#### [Problem]
Word for word, transcribe the data below from the line with "M383,824L384,830" to the line with "<b><i></i>李庄路</b>", keeping both of those lines.

#### [Supplied records]
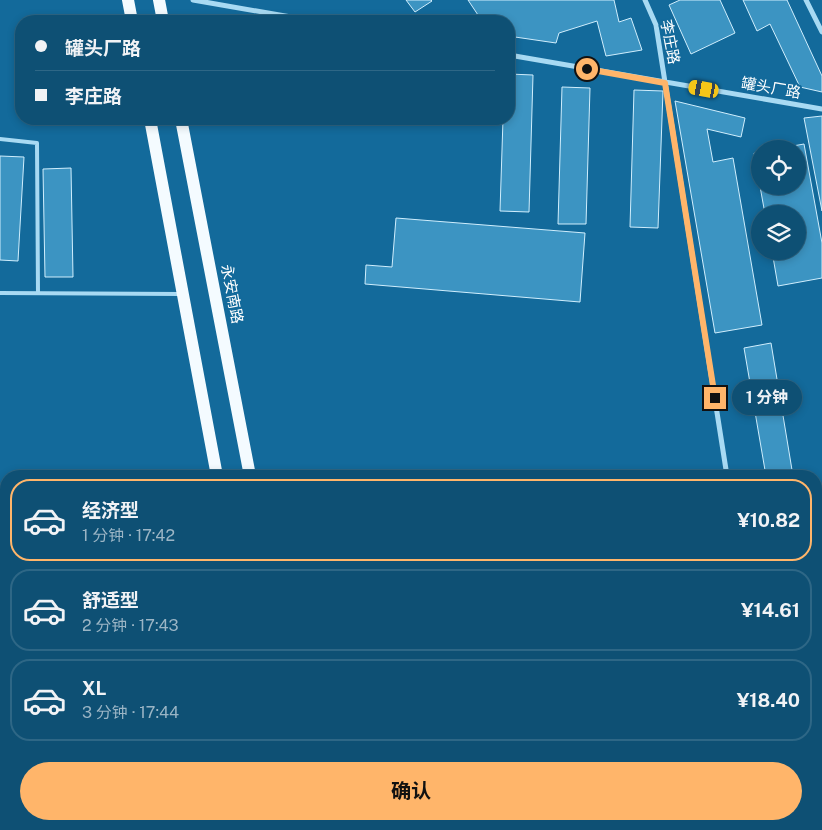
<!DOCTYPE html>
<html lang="zh">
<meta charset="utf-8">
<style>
body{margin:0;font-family:"Public Sans","Noto Sans SC",sans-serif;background:#1c5a7c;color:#f1f3f6;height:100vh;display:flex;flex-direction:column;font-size:19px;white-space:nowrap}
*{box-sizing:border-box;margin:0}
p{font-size:16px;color:#9bb5c5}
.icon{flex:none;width:28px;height:28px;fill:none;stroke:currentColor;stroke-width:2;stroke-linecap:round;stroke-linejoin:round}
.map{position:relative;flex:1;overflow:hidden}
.drawer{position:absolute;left:0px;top:470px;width:822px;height:360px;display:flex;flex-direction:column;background:#0e5074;border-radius:20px 20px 0 0;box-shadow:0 2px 8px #0003,0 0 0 1px #2e6786}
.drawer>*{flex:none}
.guide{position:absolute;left:15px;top:15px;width:500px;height:110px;border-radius:20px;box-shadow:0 2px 8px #0003,0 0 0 1px #2e6786;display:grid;align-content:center;height:110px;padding:0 20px;background:#0e5074}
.buttons{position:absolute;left:751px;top:140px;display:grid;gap:10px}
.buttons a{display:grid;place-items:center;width:55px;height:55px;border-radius:50%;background:#0e5074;box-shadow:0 2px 8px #0003,0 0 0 1px #2e6786;font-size:25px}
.end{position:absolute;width:22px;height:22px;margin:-11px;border:6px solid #ffb56a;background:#111;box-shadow:0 0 0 2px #111}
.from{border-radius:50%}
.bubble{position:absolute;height:35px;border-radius:18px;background:#0e5074;box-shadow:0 2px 8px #0003,0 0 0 1px #2e6786;font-size:16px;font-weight:700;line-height:35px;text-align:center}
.car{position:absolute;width:15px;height:30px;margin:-15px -8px;border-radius:6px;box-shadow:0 0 4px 1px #0007;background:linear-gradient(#f5c518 24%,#345 0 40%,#f5c518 0 76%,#345 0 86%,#f5c518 0)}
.guide b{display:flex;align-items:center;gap:18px;height:48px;font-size:19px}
.guide b+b{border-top:1px solid #2e6786}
.guide i{width:12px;height:12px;background:#f1f3f6}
ul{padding:9px 0 0;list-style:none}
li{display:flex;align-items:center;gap:15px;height:82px;margin:0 10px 8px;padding:0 10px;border:2px solid #2e6786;border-radius:20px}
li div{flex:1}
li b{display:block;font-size:19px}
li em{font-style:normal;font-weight:700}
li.active{border-color:#ffb56a}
li>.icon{width:45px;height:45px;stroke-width:1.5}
.button{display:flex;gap:10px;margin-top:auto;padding:10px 20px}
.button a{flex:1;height:58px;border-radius:30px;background:#ffb56a;color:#111;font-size:20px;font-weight:700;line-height:58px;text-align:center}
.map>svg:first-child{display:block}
.green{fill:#2284b8}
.building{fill:#3c94c2;stroke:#d0eefd}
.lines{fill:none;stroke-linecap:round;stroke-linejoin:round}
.service{stroke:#a8daf3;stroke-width:4}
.minor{stroke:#a8daf3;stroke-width:5}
.tertiary{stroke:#a8daf3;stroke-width:9}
.primary{stroke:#f4fbff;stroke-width:12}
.route{stroke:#ffb56a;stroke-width:6}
.labels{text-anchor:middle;stroke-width:4;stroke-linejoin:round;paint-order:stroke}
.street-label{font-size:15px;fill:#fff;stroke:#136a9b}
</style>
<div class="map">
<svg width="822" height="830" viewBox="0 0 822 830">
<rect width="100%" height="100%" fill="#136a9b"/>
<path class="green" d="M816,666L822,671V830H664L663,824H816Z"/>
<path class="building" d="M406,0H431L432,1L415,12Z
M468,0H614L619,22L631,18L642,50L606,56L597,21L559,33L556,43L515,37L509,28V21L503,20L482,21Z
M680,0H720L735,33L691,54L669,5Z
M743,0H787L822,76V92L800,87L770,24L757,31Z
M509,74L533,75L529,212L500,211L503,119H509Z
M562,87L590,88L586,224H558Z
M634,90L663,91L658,228L630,227Z
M675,101L745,118L741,137L707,129L713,162L733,158L762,325L715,333Z
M822,116V211L804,118Z
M804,144L822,243V278L778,286L772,251H798V214H765L754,153L760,152V186H798V149H776Z
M0,156L24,157L18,261L0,260Z
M71,168L73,277H45L43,169Z
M396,218L585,233L580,302L365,284L366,265L392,267Z
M771,343L793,476H766L744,348Z
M764,824H809V830H765Z"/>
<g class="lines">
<path class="service" d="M0,139L37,143L38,293
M0,293L180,294
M383,824L384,830
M650,824L651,830
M741,824L742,830
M441,828L460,824"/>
<path class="minor" d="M193,0L314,21
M645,0L656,25L727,476
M806,0L822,32
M509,55L822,109"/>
<path class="tertiary" d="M0,607H6
M816,634H822"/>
<path class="primary" d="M128,0L132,21
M159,0L163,21
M150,119L217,476
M181,119L250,476
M285,824L286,830
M319,824L320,830"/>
</g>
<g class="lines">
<path class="route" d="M587,69L665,83L715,398"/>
</g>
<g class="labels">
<g class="street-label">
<text transform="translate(670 42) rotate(79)" y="5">李庄路</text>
<text transform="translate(771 88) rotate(10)" y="5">罐头厂路</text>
<text transform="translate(232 294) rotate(79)" y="5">永安南路</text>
</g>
</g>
</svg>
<div class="buttons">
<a><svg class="icon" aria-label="locate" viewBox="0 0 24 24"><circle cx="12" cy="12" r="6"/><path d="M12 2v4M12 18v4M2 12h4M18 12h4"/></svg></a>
<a><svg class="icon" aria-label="layers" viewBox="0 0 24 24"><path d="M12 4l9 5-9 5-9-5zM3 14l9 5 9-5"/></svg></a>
</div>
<i class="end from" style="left:587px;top:69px"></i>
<i class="end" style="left:715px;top:398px"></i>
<div class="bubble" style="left:732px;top:380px;width:70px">1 分钟</div>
<i class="car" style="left:704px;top:89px;rotate:280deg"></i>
<div class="guide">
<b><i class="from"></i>罐头厂路</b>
<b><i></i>李庄路</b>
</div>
<section class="drawer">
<ul>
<li class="active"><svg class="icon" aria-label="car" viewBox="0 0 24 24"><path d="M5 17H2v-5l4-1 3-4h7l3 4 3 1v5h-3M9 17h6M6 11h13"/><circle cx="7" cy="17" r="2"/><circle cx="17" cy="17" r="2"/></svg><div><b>经济型</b><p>1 分钟 · 17:42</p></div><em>¥10.82</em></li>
<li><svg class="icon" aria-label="car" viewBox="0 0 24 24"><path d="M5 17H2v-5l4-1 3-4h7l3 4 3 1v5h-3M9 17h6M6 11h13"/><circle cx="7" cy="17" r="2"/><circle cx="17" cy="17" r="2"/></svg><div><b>舒适型</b><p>2 分钟 · 17:43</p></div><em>¥14.61</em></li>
<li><svg class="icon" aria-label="car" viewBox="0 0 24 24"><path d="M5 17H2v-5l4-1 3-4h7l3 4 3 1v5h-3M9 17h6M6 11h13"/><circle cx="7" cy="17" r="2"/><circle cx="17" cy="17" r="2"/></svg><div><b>XL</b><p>3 分钟 · 17:44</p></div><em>¥18.40</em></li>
</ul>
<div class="button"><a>确认</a></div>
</section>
</div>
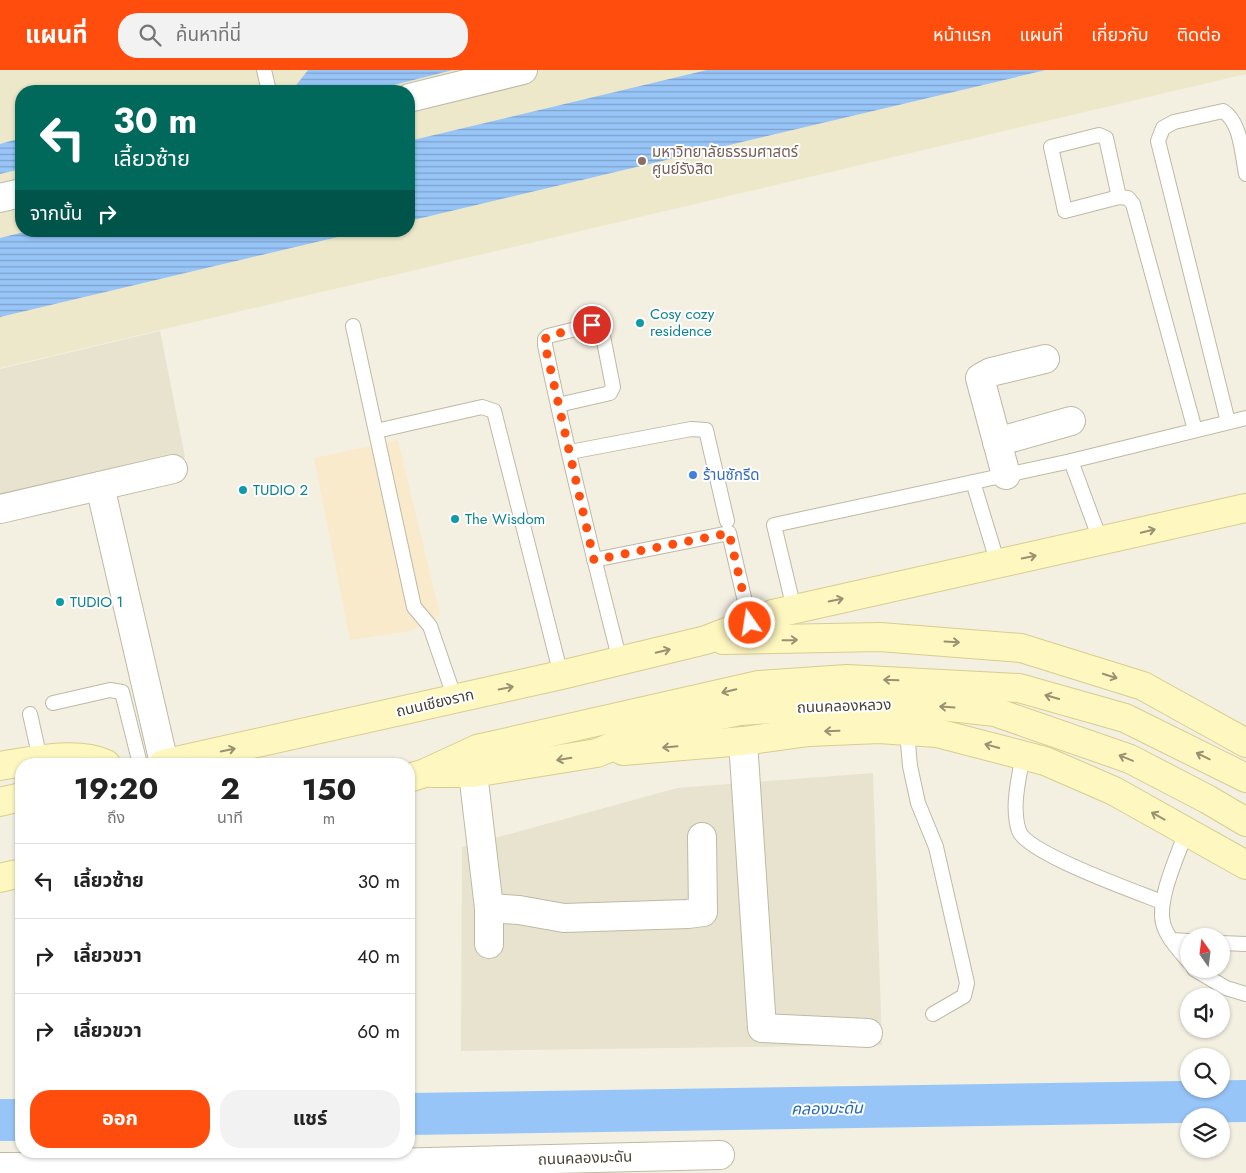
<!DOCTYPE html>
<html lang="th">
<head>
<meta charset="utf-8">
<style>
  body { margin:0; font-family:Jost,"Noto Sans Thai",sans-serif; background:#f2f2f2; color:#222; height:100vh; display:flex; flex-direction:column; font-size:19px; white-space:nowrap }
  * { box-sizing:border-box; margin:0 }
  p { font-size:16px; color:#767676 }
  .icon { flex:none; width:28px; height:28px; fill:none; stroke:currentColor; stroke-width:2; stroke-linecap:round; stroke-linejoin:round }
  .map { position:relative; flex:1; overflow:hidden }
  .panel { position:absolute; left:15px; top:688px; width:400px; height:400px; display:flex; flex-direction:column; background:#fff; border-radius:20px; box-shadow:0 1px 4px #0004 }
  .panel>* { flex:none }
  .guide { position:absolute; left:15px; top:15px; width:400px; height:152px; border-radius:20px; box-shadow:0 1px 4px #0004; background:#00695c; color:#fff; overflow:hidden }
  .needle { width:32px; rotate:346deg }
  .buttons { position:absolute; left:1180px; top:858px; display:grid; gap:10px }
  .buttons a { display:grid; place-items:center; width:50px; height:50px; border-radius:50%; background:#fff; box-shadow:0 1px 4px #0004; font-size:25px }
  .pin { position:absolute; display:grid; place-items:center; width:42px; height:42px; color:#fff; margin:-21px; border:2px solid #fff; border-radius:50%; box-shadow:0 1px 5px #0007 }
  .me { position:absolute; width:55px; margin:-28px; rotate:347deg; stroke-linejoin:round; filter:drop-shadow(0 0 4px #0008) }
  .turn { display:flex; align-items:center; gap:18px; height:105px; padding:0 15px; font-size:22px }
  .turn .icon { width:65px; height:65px; stroke-width:2.5 }
  .turn b { display:block; font-size:35px; line-height:42px }
  .then { display:flex; align-items:center; height:48px; padding:0 15px; background:#0003; gap:10px; font-size:19px }
  .eta { display:flex; justify-content:space-evenly; align-items:center; height:85px; text-align:center }
  .eta b { font-size:30px; font-weight:700; line-height:35px }
  .action { display:flex; gap:10px; margin-top:auto; padding:10px 15px }
  .action a { flex:1; height:58px; border-radius:20px; background:#ff4d0d; color:#fff; font-size:20px; font-weight:700; line-height:58px; text-align:center }
  .action a+a { background:#f2f2f2; color:#222 }
  ul { padding:0; list-style:none }
  li { display:flex; align-items:center; gap:15px; height:75px; padding:0 15px; border-top:1px solid #e0e0e0 }
  li div { flex:1 }
  li b { display:block; font-size:19px }
  li em { font-style:normal }
  header { display:flex; align-items:center; gap:30px; box-sizing:border-box; height:70px; padding:0 25px; background:#ff4d0d; color:#fff }
  header strong { font-size:24px }
  nav { display:flex; gap:28px; margin-inline-start:auto; font-size:18px }
  .search { width:350px; height:45px; background:#f2f2f2; display:flex; align-items:center; gap:12px; box-sizing:border-box; padding:0 18px; border-radius:20px; color:#767676; font-size:19px }
  .map>svg:first-child { display:block }
</style>
</head>
<body>
<header>
<strong>แผนที่</strong>
<div class="search"><svg class="icon" aria-label="search" viewBox="0 0 24 24"><circle cx="10" cy="10" r="6"/><path d="M15 15l6 6"/></svg>ค้นหาที่นี่</div>
<nav><a>หน้าแรก</a><a>แผนที่</a><a>เกี่ยวกับ</a><a>ติดต่อ</a></nav>
</header>
<div class="map">
<svg width="1246" height="1103" viewBox="0 0 1246 1103">
  <defs>
    <pattern id="water-rules" width="6" height="5" patternUnits="userSpaceOnUse" patternTransform="scale(1.25)"><rect width="6" height="5" fill="#97c5f7"/><path d="M0 2.5h6" fill="none" stroke="#7da1c9"/></pattern>
  </defs>
  <rect width="100%" height="100%" fill="#f3f0e2"/>
  <!-- residential -->
  <g fill="#e8e3cf">
    <polygon points="160,261 185,387 0,431 0,299"/>
    <polygon points="873,703 882,975 461,981 462,777 677,718"/>
  </g>
  <!-- commercial -->
  <polygon fill="#f8eaca" points="398,370 440,545 410,561 350,570 314,388"/>
  <!-- education -->
  <path fill="#eee8ca" fill-rule="evenodd" d="M0 0H1246V4L0 298ZM21 21H409V161H21Z"/>
  <!-- water -->
  <g fill="url(#water-rules)">
    <polygon points="308,0 453,0 370,21 300,21 294,18"/>
    <polygon points="707,0 1046,0 409,151 409,71"/>
    <polygon points="21,68 21,99 0,104 0,74"/>
    <polygon points="28,161 363,161 0,247 0,168"/>
  </g>
  <g fill="none" stroke-linecap="round" stroke-linejoin="round">
    <!-- river -->
    <g stroke="#97c5f7" stroke-width="42">
      <polyline points="409,1044 1246,1031"/>
      <polyline points="0,1050 21,1050"/>
    </g>
    <defs>
      <g id="lane">
        <polyline points="264,0 269,21"/>
        <polyline points="1119,127 1106,68 1099,65 1051,77 1065,141 1119,127 1128,128 1133,134 1195,360"/>
        <polyline points="353,256 414,537 430,556 455,629"/>
        <path d="M558 335 606 324 610 323 613 317 602 261 592 255 548 266 545 269V275C567 381 593 486 620 591"/>
        <path d="M1228 352 1158 71 1163 58 1174 52 1223 41C1241 52 1242 84 1246 104"/>
        <polyline points="376,361 482,337 494,341 561,605"/>
        <polyline points="570,382 691,359 706,360 727,451"/>
        <polyline points="1071,391 1101,472"/>
        <polyline points="973,412 998,494"/>
        <polyline points="594,490 729,463 750,553"/>
        <polyline points="794,539 774,455 1071,391 1246,348"/>
        <polyline points="53,633 110,620 122,622 140,694"/>
        <polyline points="30,644 40,689"/>
        <polyline points="907,661 910,696 918,733 936,777 967,913 964,926 933,944"/>
        <path d="M1023 684C1019 709 1011 737 1019 761 1027 783 1136 822 1162 832"/>
        <path d="M1186 762C1178 785 1157 829 1163 853 1167 868 1179 880 1189 892"/>
        <polyline points="1171,870 1189,871"/>
        <polyline points="1221,873 1246,874"/>
        <polyline points="1194,899 1226,918 1246,924"/>
      </g>
      <g id="street">
        <polyline points="409,28 523,0"/>
        <polyline points="0,128 21,123"/>
        <polyline points="997,372 1071,351"/>
        <polyline points="1006,405 980,308 991,302 1045,289"/>
        <polyline points="100,416 164,693"/>
        <polyline points="0,439 173,399"/>
        <polyline points="743,671 762,958 868,963"/>
        <polyline points="473,703 489,838 489,874"/>
        <polyline points="489,838 519,840 564,848 688,844 703,842 702,767"/>
        <polyline points="0,1097 180,1098 720,1085"/>
      </g>
      <g id="secondary">
        <polyline points="723,570 880,567 1021,578 1143,616 1246,673"/>
        <polyline points="623,681 743,671 809,662 879,659 937,663 1045,691 1114,721 1246,795"/>
        <polyline points="163,694 561,605 706,570 773,544 1246,438"/>
        <path d="M0 696C30 691 78 680 106 694"/>
        <polyline points="432,703 473,703 597,683 657,658 740,641 877,633 950,637 995,642 1130,689 1207,729 1246,752"/>
        <polyline points="409,708 425,703 477,679 759,615 847,609 1019,618 1125,648 1246,708"/>
        <polyline points="0,732 21,727"/>
        <polyline points="0,808 21,803"/>
      </g>
    </defs>
    <!-- lane casing -->
    <use href="#lane" stroke="#bfb9a4" stroke-width="16"/>
    <!-- street casing -->
    <use href="#street" stroke="#bfb9a4" stroke-width="30"/>
    <!-- secondary casing -->
    <use href="#secondary" stroke="#d8cd8d" stroke-width="30"/>
    <!-- lane -->
    <use href="#lane" stroke="#fff" stroke-width="14"/>
    <!-- street -->
    <use href="#street" stroke="#fff" stroke-width="28"/>
    <!-- secondary -->
    <use href="#secondary" stroke="#fff7c0" stroke-width="28"/>
  </g>
  <!-- one-way arrows -->
  <defs><path id="oneway-shaft" d="M-6 0H5M1.5-3L5.5 0L1.5 3" fill="none" stroke-width="1.6" stroke-linecap="round" stroke-linejoin="round" transform="scale(1.25)"/></defs>
  <g stroke="#999272">
    <use href="#oneway-shaft" transform="translate(1148 461) rotate(-13)"/>
    <use href="#oneway-shaft" transform="translate(1029 487) rotate(-12)"/>
    <use href="#oneway-shaft" transform="translate(836 530) rotate(-12)"/>
    <use href="#oneway-shaft" transform="translate(790 570) rotate(-1)"/>
    <use href="#oneway-shaft" transform="translate(952 572) rotate(3)"/>
    <use href="#oneway-shaft" transform="translate(663 581) rotate(-13)"/>
    <use href="#oneway-shaft" transform="translate(1110 606) rotate(18)"/>
    <use href="#oneway-shaft" transform="translate(891 610) rotate(-178)"/>
    <use href="#oneway-shaft" transform="translate(506 618) rotate(-12)"/>
    <use href="#oneway-shaft" transform="translate(729 621) rotate(167)"/>
    <use href="#oneway-shaft" transform="translate(1052 627) rotate(-164)"/>
    <use href="#oneway-shaft" transform="translate(947 637) rotate(-176)"/>
    <use href="#oneway-shaft" transform="translate(832 661) rotate(178)"/>
    <use href="#oneway-shaft" transform="translate(992 676) rotate(-165)"/>
    <use href="#oneway-shaft" transform="translate(670 677) rotate(175)"/>
    <use href="#oneway-shaft" transform="translate(228 680) rotate(-12)"/>
    <use href="#oneway-shaft" transform="translate(1203 686) rotate(-154)"/>
    <use href="#oneway-shaft" transform="translate(1126 688) rotate(-158)"/>
    <use href="#oneway-shaft" transform="translate(564 689) rotate(171)"/>
    <use href="#oneway-shaft" transform="translate(1158 746) rotate(-151)"/>
  </g>
  <g fill="none" stroke-linecap="round" stroke-linejoin="round">
    <!-- route -->
    <polyline stroke="#ff4d0d" stroke-width="9" stroke-dasharray="0 16.2" points="592,255 548,266 545,269 545,275 594,490 729,463 750,553"/>
  </g>
  <!-- markers -->
  <circle fill="#8d6e63" stroke="#fff" stroke-width="2" cx="642" cy="91" r="5"/>
  <g fill="#0f9aa8" stroke="#fff" stroke-width="2">
    <circle cx="640" cy="253" r="5"/>
    <circle cx="243" cy="420" r="5"/>
    <circle cx="455" cy="449" r="5"/>
    <circle cx="60" cy="532" r="5"/>
  </g>
  <circle fill="#3f7fe0" stroke="#fff" stroke-width="2" cx="693" cy="405" r="5"/>
  <g text-anchor="middle" stroke-width="4" stroke-linejoin="round" paint-order="stroke">
    <!-- education labels -->
    <g font-size="15" fill="#785e54" stroke="#fff" text-anchor="start">
      <text x="652" y="87">มหาวิทยาลัยธรรมศาสตร์<tspan x="652" dy="17">ศูนย์รังสิต</tspan></text>
    </g>
    <!-- culture labels -->
    <g font-size="15" fill="#0d838f" stroke="#fff" text-anchor="start">
      <text x="650" y="249">Cosy cozy<tspan x="650" dy="17">residence</tspan></text>
      <text x="253" y="425">TUDIO 2</text>
      <text x="465" y="454">The Wisdom</text>
      <text x="70" y="537">TUDIO 1</text>
    </g>
    <!-- shop labels -->
    <g font-size="15" fill="#366cbe" stroke="#fff" text-anchor="start">
      <text x="703" y="410">ร้านซักรีด</text>
    </g>
    <!-- street labels -->
    <g font-size="15" fill="#454032" stroke="#fff">
      <text transform="translate(435 633) rotate(-13)" y="5">ถนนเชียงราก</text>
      <text transform="translate(844 636) rotate(-2)" y="5">ถนนคลองหลวง</text>
      <text transform="translate(585 1088) rotate(-2)" y="5">ถนนคลองมะดัน</text>
    </g>
    <!-- water labels -->
    <g font-size="16" font-style="italic" fill="#2269bb" stroke="#fff">
      <text transform="translate(827 1038) rotate(-1)" y="6">คลองมะดัน</text>
    </g>
  </g>
</svg>
<div class="buttons">
<a><svg class="needle" viewBox="-14 -14 28 28"><path d="M0-13l5 13h-10z" fill="#e53935"/><path d="M0 13l5-13h-10z" fill="#767676"/></svg></a>
<a><svg class="icon" aria-label="sound" viewBox="0 0 24 24"><path d="M4 9h4l5-4v14l-5-4H4zM17 9q2 3 0 6"/></svg></a>
<a><svg class="icon" aria-label="search" viewBox="0 0 24 24"><circle cx="10" cy="10" r="6"/><path d="M15 15l6 6"/></svg></a>
<a><svg class="icon" aria-label="layers" viewBox="0 0 24 24"><path d="M12 4l9 5-9 5-9-5zM3 14l9 5 9-5"/></svg></a>
</div>
<div class="pin" style="left:592px;top:255px;background:#d93025"><svg class="icon" aria-label="arrive" viewBox="0 0 24 24"><path d="M6 21V4h12l-3 4 3 4H6"/></svg></div>
<svg class="me" style="left:750px;top:553px" viewBox="-20 -20 40 40"><circle r="17" fill="#ff4d0d" stroke="#fff" stroke-width="3"/><path d="M0-11L8 9 0 5-8 9z" fill="#fff"/></svg>
<div class="guide">
<div class="turn"><svg class="icon" aria-label="left" viewBox="0 0 24 24"><path d="M17 20v-9H6M10 6l-5 5 5 5"/></svg><div><b>30 m</b>เลี้ยวซ้าย</div></div>
<div class="then">จากนั้น<svg class="icon" aria-label="right" viewBox="0 0 24 24"><path d="M7 20v-9h11M14 6l5 5-5 5"/></svg></div>
</div>
<section class="panel">
<div class="eta">
<div><b>19:20</b><p>ถึง</p></div>
<div><b>2</b><p>นาที</p></div>
<div><b>150</b><p>m</p></div>
</div>
<ul>
<li><svg class="icon" aria-label="left" viewBox="0 0 24 24"><path d="M17 20v-9H6M10 6l-5 5 5 5"/></svg><div><b>เลี้ยวซ้าย</b></div><em>30 m</em></li>
<li><svg class="icon" aria-label="right" viewBox="0 0 24 24"><path d="M7 20v-9h11M14 6l5 5-5 5"/></svg><div><b>เลี้ยวขวา</b></div><em>40 m</em></li>
<li><svg class="icon" aria-label="right" viewBox="0 0 24 24"><path d="M7 20v-9h11M14 6l5 5-5 5"/></svg><div><b>เลี้ยวขวา</b></div><em>60 m</em></li>
</ul>
<div class="action"><a>ออก</a><a>แชร์</a></div>
</section>
</div>
</body>
</html>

#### [Result]
M383,824L384,830
M650,824L651,830
M741,824L742,830
M441,828L460,824"/>
<path class="minor" d="M193,0L314,21
M645,0L656,25L727,476
M806,0L822,32
M509,55L822,109"/>
<path class="tertiary" d="M0,607H6
M816,634H822"/>
<path class="primary" d="M128,0L132,21
M159,0L163,21
M150,119L217,476
M181,119L250,476
M285,824L286,830
M319,824L320,830"/>
</g>
<g class="lines">
<path class="route" d="M587,69L665,83L715,398"/>
</g>
<g class="labels">
<g class="street-label">
<text transform="translate(670 42) rotate(79)" y="5">李庄路</text>
<text transform="translate(771 88) rotate(10)" y="5">罐头厂路</text>
<text transform="translate(232 294) rotate(79)" y="5">永安南路</text>
</g>
</g>
</svg>
<div class="buttons">
<a><svg class="icon" aria-label="locate" viewBox="0 0 24 24"><circle cx="12" cy="12" r="6"/><path d="M12 2v4M12 18v4M2 12h4M18 12h4"/></svg></a>
<a><svg class="icon" aria-label="layers" viewBox="0 0 24 24"><path d="M12 4l9 5-9 5-9-5zM3 14l9 5 9-5"/></svg></a>
</div>
<i class="end from" style="left:587px;top:69px"></i>
<i class="end" style="left:715px;top:398px"></i>
<div class="bubble" style="left:732px;top:380px;width:70px">1 分钟</div>
<i class="car" style="left:704px;top:89px;rotate:280deg"></i>
<div class="guide">
<b><i class="from"></i>罐头厂路</b>
<b><i></i>李庄路</b>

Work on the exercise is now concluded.